Collected data:

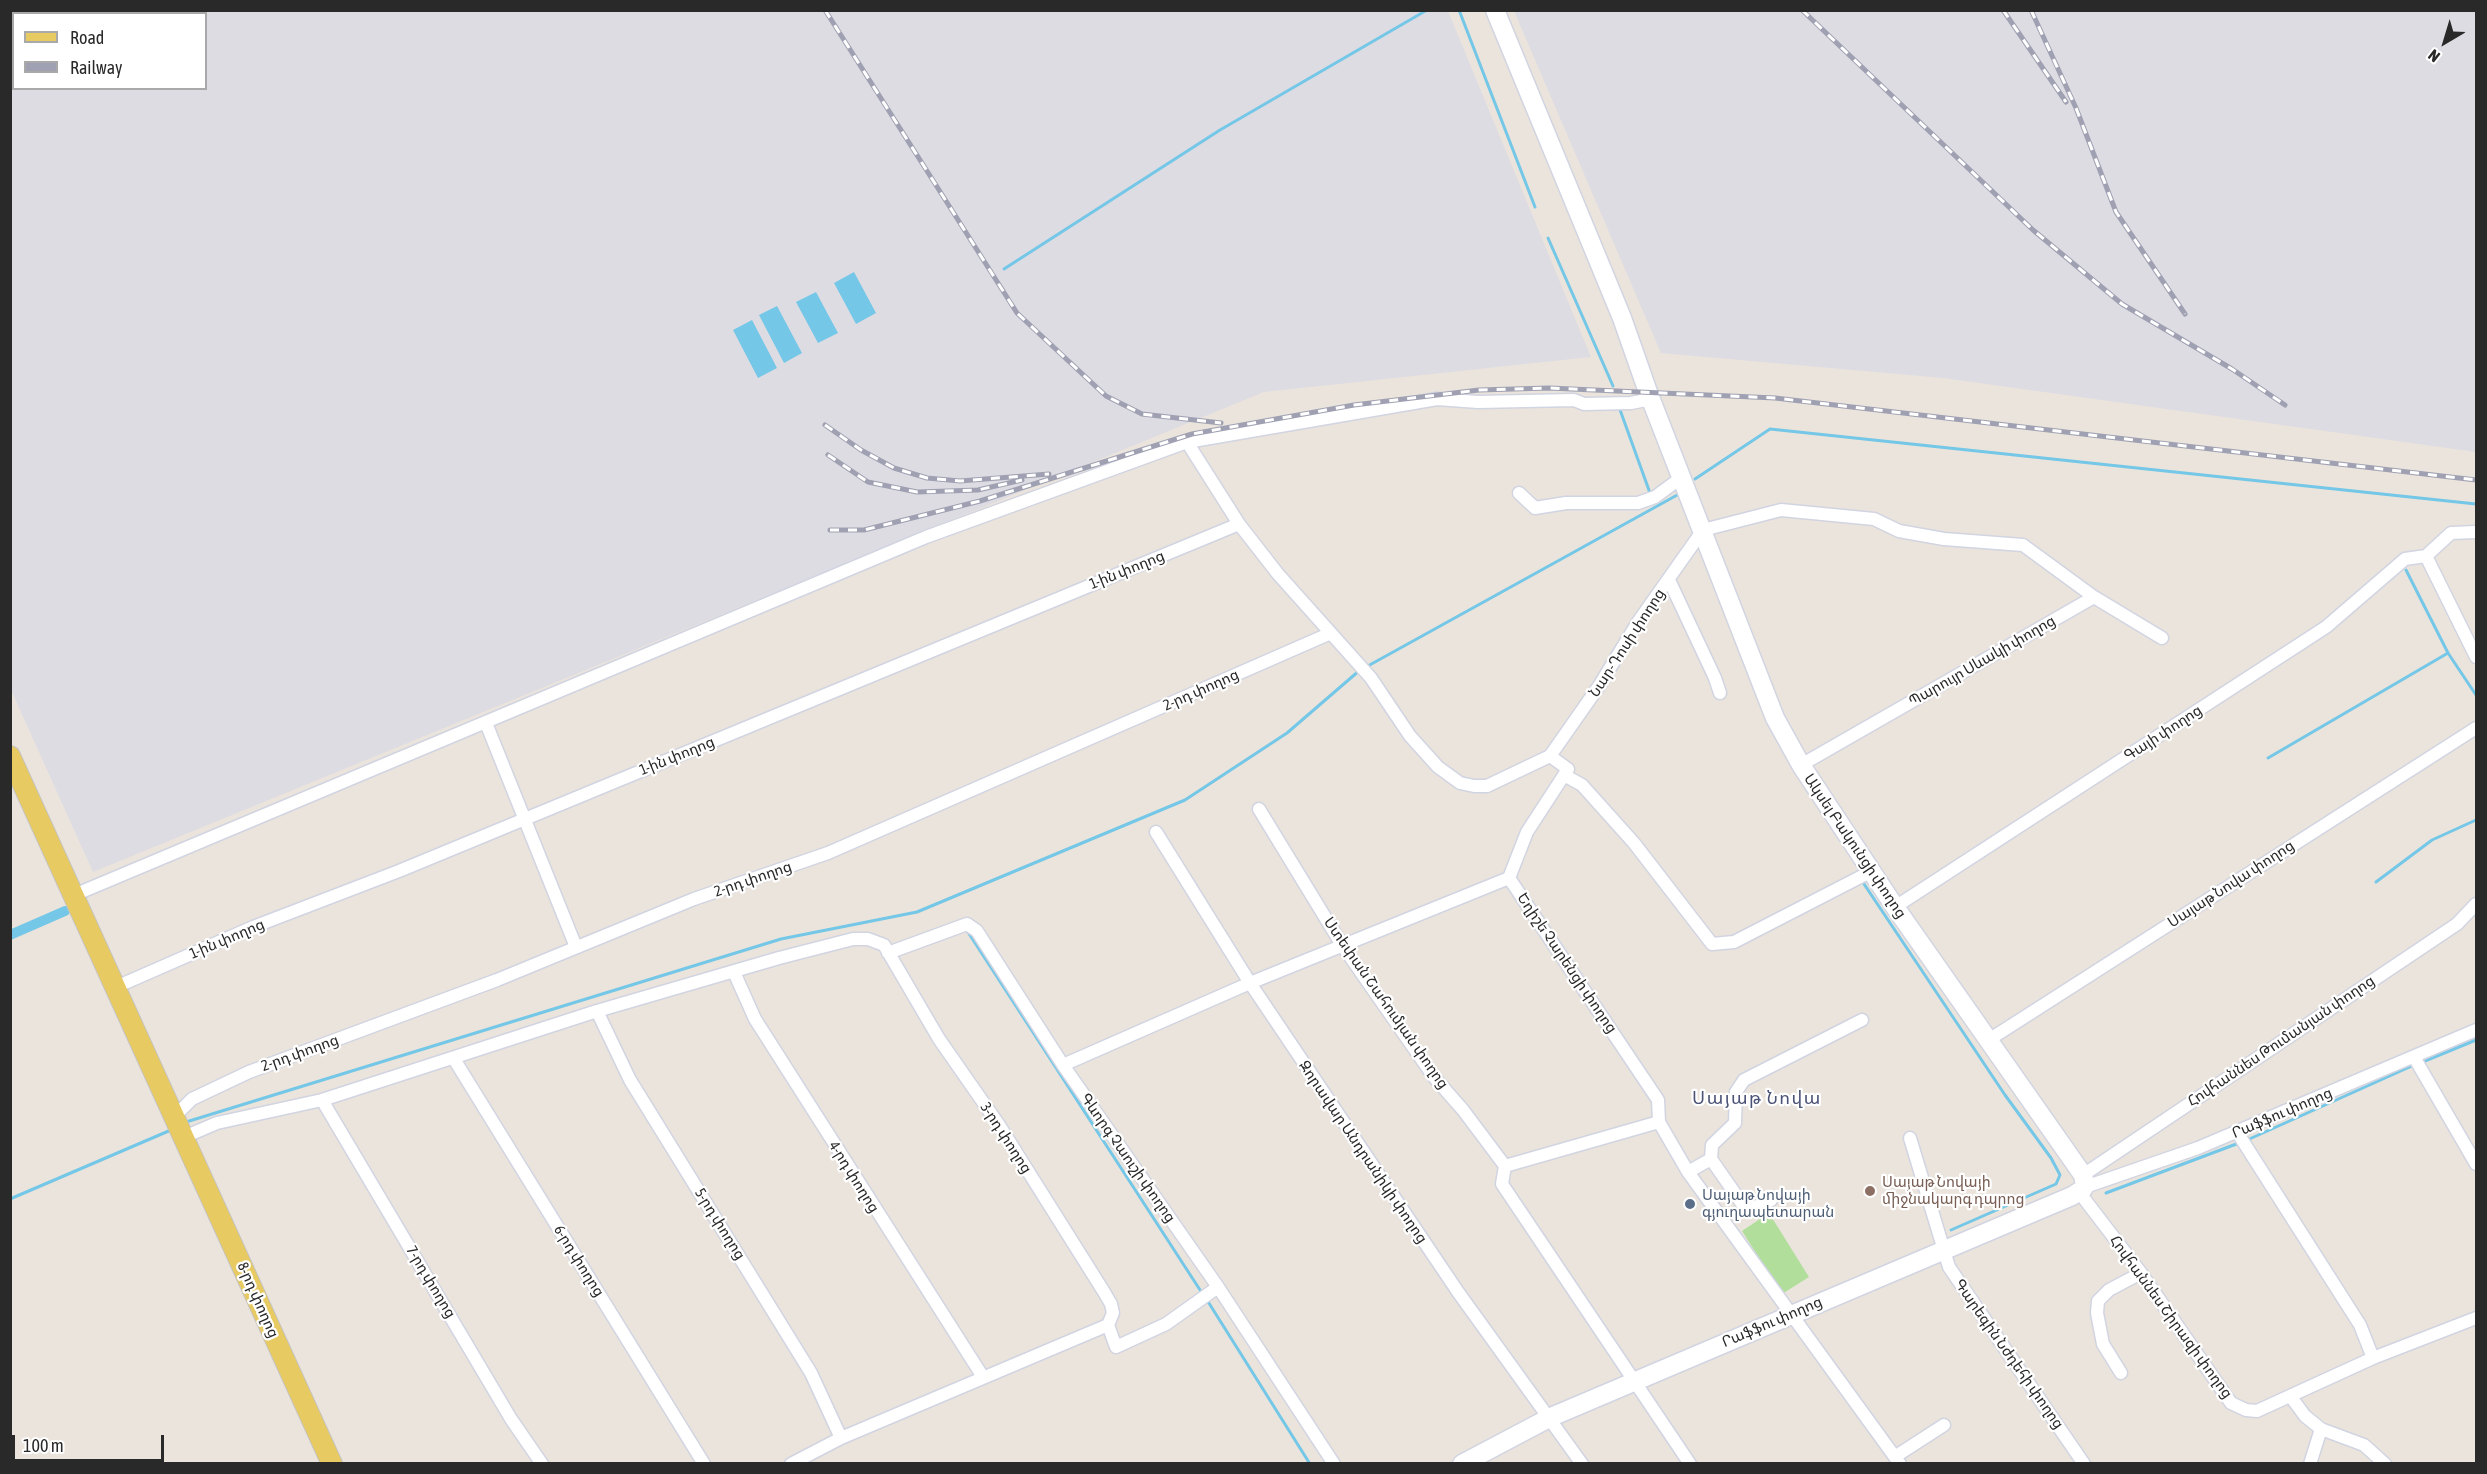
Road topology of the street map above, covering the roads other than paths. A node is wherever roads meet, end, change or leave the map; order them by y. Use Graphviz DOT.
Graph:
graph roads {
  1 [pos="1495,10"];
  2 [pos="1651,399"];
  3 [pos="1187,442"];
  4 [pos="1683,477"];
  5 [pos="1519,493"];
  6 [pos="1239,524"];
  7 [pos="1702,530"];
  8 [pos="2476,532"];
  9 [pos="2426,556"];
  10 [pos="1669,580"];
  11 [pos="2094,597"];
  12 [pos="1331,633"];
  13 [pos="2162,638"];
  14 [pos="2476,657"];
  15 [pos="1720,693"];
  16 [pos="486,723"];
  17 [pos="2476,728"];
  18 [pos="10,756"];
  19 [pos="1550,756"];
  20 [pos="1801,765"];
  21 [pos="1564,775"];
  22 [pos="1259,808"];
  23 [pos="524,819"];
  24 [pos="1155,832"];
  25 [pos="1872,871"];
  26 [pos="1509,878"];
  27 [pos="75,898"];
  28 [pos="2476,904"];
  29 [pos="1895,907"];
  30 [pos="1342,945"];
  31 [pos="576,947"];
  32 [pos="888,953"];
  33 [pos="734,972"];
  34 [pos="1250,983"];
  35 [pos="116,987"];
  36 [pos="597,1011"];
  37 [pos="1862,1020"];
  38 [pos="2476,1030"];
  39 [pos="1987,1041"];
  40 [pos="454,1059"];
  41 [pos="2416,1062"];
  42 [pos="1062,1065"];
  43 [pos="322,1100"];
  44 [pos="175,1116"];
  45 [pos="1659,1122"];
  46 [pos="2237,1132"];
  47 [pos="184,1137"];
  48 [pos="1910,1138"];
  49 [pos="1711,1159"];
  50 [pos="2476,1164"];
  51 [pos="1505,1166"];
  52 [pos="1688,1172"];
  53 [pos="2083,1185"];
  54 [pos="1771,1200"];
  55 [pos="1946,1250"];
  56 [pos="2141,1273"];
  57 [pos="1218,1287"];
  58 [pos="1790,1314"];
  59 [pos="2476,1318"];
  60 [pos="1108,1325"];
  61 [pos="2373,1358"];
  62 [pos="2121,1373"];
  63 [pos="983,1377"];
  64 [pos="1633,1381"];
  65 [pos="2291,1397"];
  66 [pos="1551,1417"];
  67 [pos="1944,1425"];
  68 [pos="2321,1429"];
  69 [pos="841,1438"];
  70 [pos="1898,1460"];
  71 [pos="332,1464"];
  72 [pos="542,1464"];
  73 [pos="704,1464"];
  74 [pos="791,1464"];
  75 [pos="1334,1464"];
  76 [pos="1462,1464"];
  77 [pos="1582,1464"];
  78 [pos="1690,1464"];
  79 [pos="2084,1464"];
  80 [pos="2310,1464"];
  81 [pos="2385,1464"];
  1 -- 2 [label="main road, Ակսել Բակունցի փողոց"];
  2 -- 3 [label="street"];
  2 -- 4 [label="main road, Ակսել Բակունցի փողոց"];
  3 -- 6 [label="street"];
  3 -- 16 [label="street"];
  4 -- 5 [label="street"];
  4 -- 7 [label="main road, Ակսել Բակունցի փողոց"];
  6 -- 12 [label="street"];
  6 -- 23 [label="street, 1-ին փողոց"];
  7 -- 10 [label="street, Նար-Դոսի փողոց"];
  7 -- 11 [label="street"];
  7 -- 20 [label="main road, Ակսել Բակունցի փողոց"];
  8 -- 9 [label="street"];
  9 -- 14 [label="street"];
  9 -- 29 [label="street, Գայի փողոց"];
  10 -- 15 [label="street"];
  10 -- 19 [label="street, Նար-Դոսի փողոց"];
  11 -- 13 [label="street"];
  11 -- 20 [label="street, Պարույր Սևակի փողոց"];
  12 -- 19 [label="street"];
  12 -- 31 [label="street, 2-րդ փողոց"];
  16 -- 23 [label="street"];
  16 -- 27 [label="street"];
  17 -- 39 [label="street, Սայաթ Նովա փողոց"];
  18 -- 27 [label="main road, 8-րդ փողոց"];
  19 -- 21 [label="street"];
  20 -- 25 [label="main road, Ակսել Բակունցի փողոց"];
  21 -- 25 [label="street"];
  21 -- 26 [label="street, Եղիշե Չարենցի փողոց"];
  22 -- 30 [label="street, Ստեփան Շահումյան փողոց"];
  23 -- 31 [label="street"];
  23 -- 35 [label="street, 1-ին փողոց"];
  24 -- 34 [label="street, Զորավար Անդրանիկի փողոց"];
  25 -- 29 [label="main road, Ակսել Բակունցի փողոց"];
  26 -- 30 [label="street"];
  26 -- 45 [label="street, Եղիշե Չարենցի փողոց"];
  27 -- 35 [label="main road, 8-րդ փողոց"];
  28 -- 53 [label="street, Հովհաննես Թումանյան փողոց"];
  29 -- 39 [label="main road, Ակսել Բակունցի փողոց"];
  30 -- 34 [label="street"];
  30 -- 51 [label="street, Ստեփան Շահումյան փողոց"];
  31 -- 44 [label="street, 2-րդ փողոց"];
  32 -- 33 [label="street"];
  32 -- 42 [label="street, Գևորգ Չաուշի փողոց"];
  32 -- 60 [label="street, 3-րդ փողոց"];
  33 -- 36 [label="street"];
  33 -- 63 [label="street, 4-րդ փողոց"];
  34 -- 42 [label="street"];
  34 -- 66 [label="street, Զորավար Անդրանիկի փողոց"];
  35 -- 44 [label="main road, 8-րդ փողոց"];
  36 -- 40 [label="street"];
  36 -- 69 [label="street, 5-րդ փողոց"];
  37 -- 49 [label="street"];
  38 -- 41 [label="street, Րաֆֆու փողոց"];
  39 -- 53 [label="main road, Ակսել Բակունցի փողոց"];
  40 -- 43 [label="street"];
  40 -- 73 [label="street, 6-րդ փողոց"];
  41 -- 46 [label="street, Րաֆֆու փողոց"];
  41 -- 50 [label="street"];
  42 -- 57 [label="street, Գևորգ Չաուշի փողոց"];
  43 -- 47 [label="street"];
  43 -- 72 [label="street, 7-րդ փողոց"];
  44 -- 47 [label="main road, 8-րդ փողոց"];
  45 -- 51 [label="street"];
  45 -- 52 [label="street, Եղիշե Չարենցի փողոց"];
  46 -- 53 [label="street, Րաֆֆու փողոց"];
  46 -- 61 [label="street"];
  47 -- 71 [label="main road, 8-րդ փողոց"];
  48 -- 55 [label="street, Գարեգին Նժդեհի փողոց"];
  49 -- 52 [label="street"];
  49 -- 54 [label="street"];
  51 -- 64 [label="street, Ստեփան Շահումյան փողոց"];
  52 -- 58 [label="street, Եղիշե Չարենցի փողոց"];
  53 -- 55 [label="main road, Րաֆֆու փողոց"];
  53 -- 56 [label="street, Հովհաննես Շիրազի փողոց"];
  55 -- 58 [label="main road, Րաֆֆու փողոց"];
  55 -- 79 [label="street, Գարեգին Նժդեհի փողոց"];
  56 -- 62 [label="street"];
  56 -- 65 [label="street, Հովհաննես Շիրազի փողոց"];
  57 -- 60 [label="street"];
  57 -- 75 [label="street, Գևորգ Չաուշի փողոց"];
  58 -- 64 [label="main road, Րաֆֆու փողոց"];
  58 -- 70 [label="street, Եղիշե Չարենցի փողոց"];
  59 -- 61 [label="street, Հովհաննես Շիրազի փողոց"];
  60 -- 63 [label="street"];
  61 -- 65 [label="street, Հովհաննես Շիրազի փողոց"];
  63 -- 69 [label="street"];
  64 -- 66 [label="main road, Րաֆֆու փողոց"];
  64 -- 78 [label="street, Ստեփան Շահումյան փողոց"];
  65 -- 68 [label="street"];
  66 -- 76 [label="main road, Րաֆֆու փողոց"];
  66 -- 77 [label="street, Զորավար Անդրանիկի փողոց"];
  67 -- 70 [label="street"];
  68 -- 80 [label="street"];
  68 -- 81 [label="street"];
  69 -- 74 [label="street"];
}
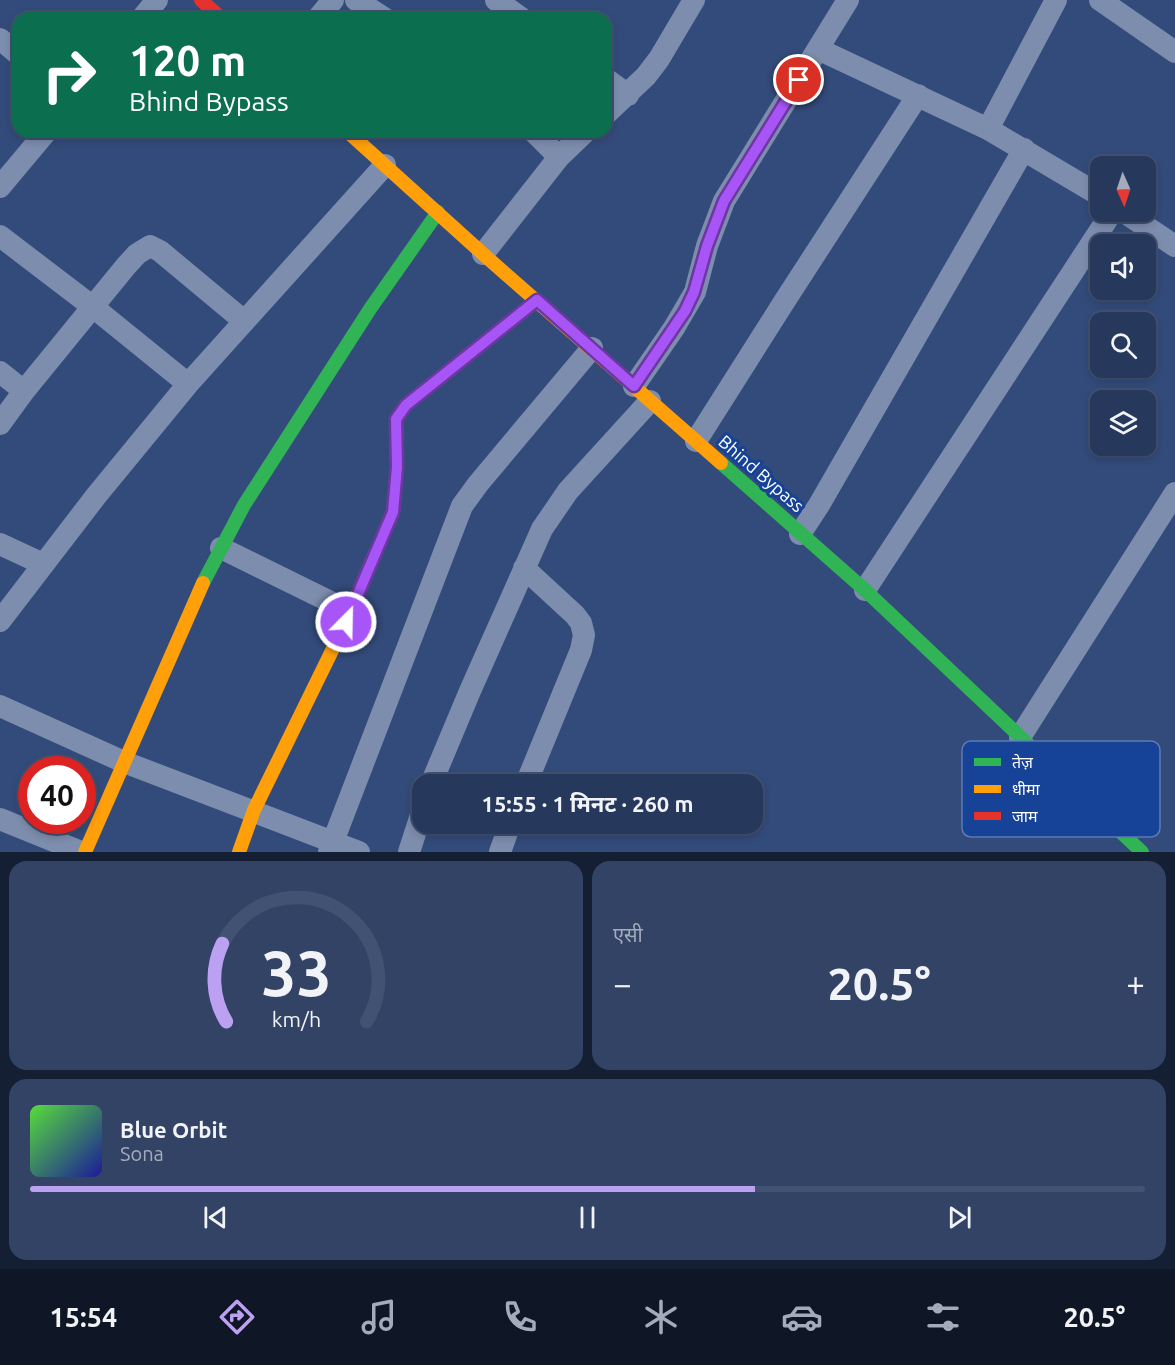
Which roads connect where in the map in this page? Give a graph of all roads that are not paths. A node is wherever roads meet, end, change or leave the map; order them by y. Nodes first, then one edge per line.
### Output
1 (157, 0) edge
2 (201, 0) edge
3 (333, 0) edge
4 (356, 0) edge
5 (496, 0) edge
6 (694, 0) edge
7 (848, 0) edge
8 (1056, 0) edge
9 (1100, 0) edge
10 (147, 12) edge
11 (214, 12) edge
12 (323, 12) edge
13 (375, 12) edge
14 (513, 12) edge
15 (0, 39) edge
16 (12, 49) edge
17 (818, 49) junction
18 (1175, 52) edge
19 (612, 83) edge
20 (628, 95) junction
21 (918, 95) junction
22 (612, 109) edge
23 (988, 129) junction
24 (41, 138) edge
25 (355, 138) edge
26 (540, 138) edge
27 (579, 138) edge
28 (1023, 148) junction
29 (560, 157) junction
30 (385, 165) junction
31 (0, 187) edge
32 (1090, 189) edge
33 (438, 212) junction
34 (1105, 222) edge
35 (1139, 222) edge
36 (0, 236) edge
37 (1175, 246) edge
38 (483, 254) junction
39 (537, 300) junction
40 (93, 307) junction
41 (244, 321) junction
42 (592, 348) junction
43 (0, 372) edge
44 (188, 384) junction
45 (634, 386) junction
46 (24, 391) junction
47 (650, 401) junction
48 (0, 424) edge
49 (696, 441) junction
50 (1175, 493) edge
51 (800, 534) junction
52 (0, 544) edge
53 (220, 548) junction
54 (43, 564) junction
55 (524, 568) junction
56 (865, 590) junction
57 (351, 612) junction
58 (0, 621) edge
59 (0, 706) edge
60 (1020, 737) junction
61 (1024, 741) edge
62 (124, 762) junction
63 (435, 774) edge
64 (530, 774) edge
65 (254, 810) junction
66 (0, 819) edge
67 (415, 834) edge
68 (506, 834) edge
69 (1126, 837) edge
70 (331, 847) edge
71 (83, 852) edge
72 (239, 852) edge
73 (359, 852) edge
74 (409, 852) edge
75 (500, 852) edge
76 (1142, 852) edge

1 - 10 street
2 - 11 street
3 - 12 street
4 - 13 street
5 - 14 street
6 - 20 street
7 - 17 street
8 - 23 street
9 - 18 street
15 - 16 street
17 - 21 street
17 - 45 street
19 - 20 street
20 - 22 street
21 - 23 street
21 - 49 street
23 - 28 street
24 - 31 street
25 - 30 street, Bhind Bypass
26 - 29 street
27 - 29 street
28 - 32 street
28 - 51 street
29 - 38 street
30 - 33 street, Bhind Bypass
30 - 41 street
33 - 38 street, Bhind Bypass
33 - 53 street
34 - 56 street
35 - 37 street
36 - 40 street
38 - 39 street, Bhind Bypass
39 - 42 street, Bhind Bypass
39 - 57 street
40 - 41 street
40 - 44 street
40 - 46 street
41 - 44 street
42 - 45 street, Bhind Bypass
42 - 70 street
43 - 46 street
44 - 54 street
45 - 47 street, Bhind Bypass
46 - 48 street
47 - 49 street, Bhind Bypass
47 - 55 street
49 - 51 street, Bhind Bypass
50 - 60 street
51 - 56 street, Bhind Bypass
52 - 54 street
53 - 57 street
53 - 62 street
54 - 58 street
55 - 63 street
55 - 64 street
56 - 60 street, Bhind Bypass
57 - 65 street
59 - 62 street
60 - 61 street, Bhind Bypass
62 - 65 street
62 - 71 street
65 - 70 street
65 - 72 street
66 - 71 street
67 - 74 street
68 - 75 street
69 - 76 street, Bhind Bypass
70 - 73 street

*What the task requires*:
Only a number is wanted here: the count of lines in the data that contain the string "Անդրանիկի".

*Finished exercise*:
3